What to do = Restate every record word for word, without the pictures.

Provided data =
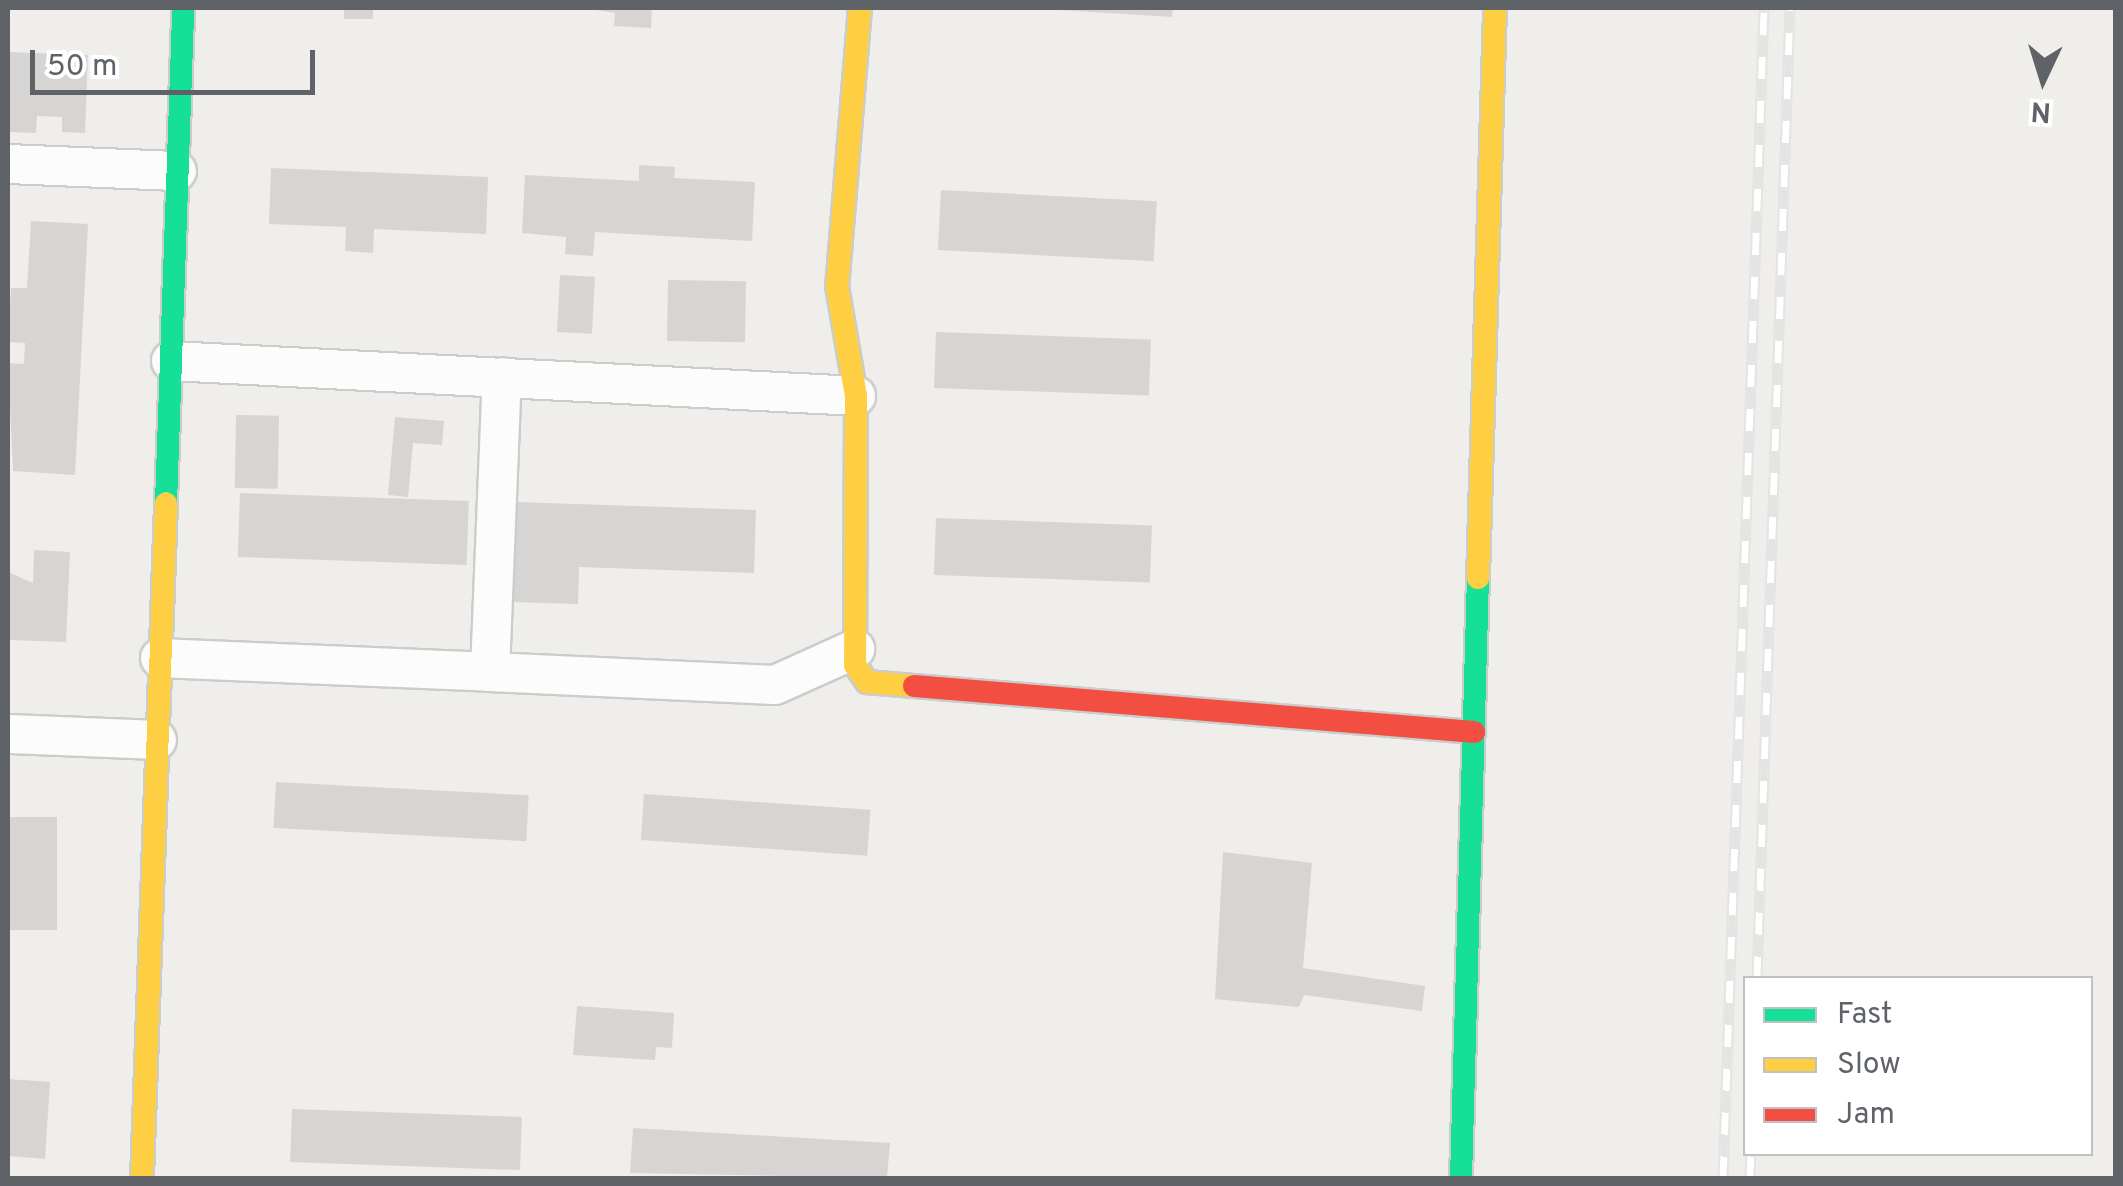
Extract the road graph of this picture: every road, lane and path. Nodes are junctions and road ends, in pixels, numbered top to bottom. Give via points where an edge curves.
1 (183, 8) edge
2 (860, 8) edge
3 (1495, 8) edge
4 (8, 164) edge
5 (177, 171) junction
6 (171, 361) junction
7 (502, 376) junction
8 (856, 396) junction
9 (856, 649) junction
10 (160, 658) junction
11 (490, 672) junction
12 (1474, 732) junction
13 (8, 734) edge
14 (157, 740) junction
15 (142, 1178) edge
16 (1461, 1178) edge

1 - 5 street
2 - 8 street via 837,286
3 - 12 street
4 - 5 street
5 - 6 street
6 - 7 street
6 - 10 street
7 - 8 street
7 - 11 street
8 - 9 street
9 - 11 street via 775,685
9 - 12 street via 868,682
10 - 11 street
10 - 14 street
12 - 16 street
13 - 14 street
14 - 15 street

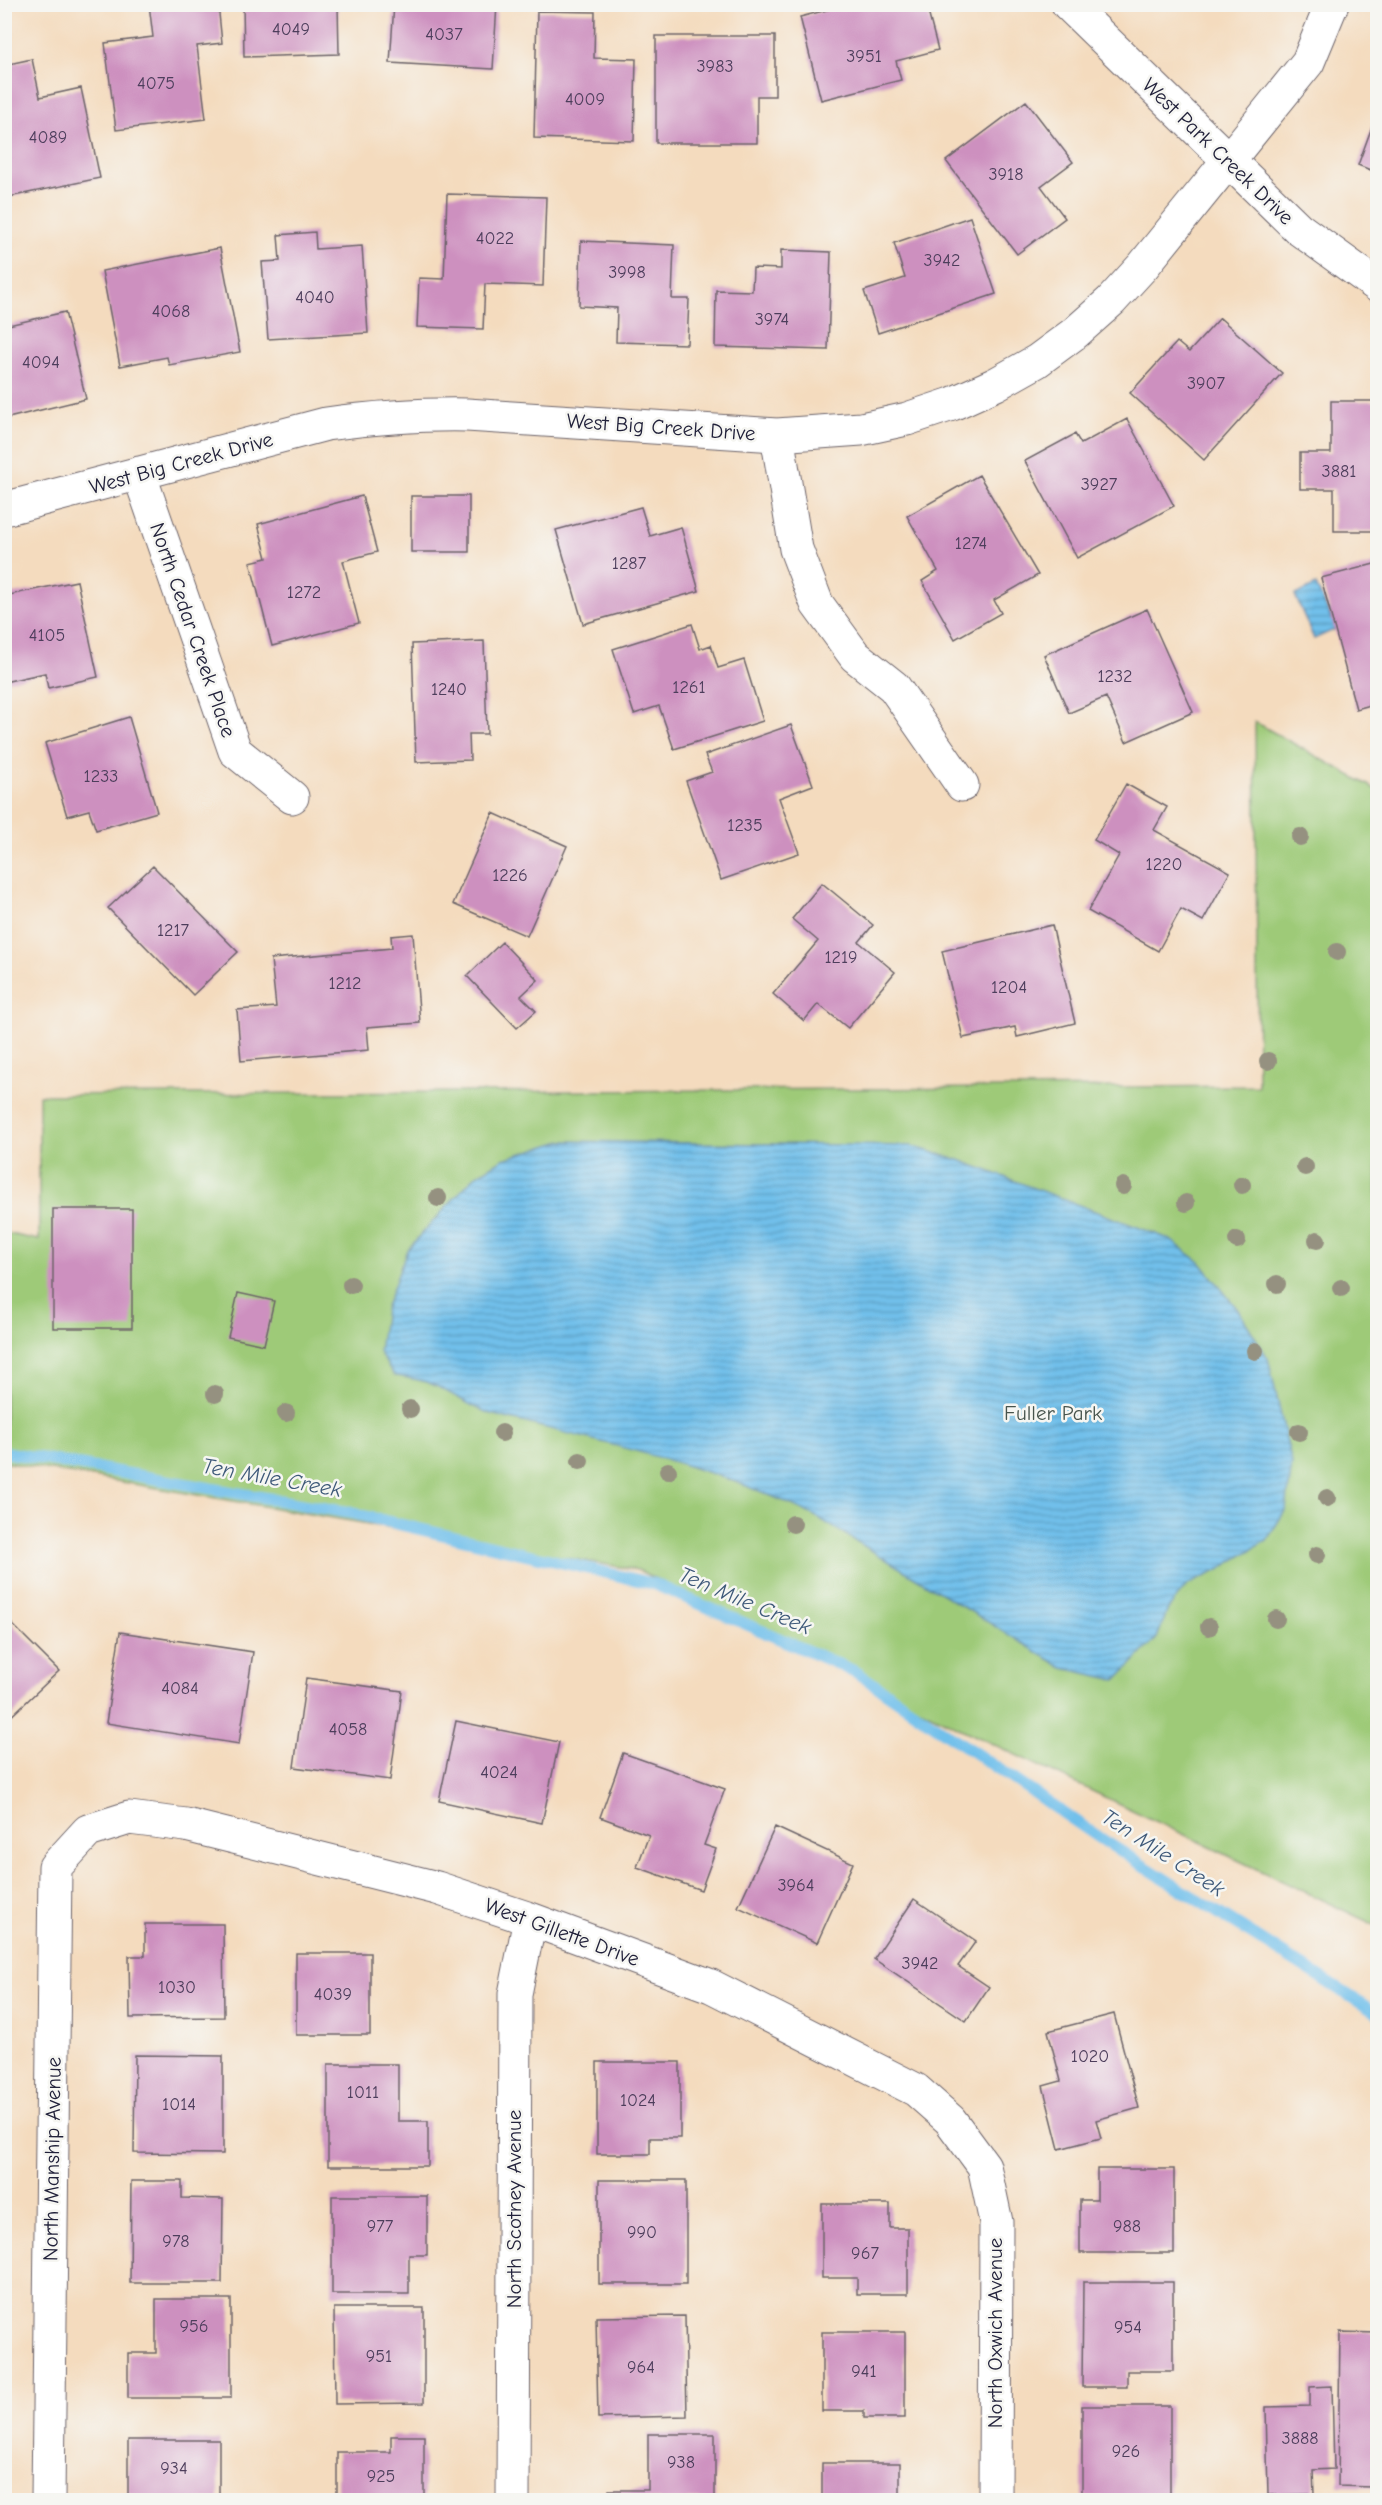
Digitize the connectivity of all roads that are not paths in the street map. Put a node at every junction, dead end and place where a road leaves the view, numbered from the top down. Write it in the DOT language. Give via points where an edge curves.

Result =
Extract the road graph of this picture: every road, lane and path. Nodes are junctions and road ends, in pixels, numbered top to bottom. Give via points where an edge curves.
1 (183, 8) edge
2 (860, 8) edge
3 (1495, 8) edge
4 (8, 164) edge
5 (177, 171) junction
6 (171, 361) junction
7 (502, 376) junction
8 (856, 396) junction
9 (856, 649) junction
10 (160, 658) junction
11 (490, 672) junction
12 (1474, 732) junction
13 (8, 734) edge
14 (157, 740) junction
15 (142, 1178) edge
16 (1461, 1178) edge

1 - 5 street
2 - 8 street via 837,286
3 - 12 street
4 - 5 street
5 - 6 street
6 - 7 street
6 - 10 street
7 - 8 street
7 - 11 street
8 - 9 street
9 - 11 street via 775,685
9 - 12 street via 868,682
10 - 11 street
10 - 14 street
12 - 16 street
13 - 14 street
14 - 15 street

Digitize the connectivity of all roads that are not paths in the street map. Put a node at every junction, dead end and place where a road leaves the view, numbered from the top down. Write it in the DOT language. Give via points where an edge curves.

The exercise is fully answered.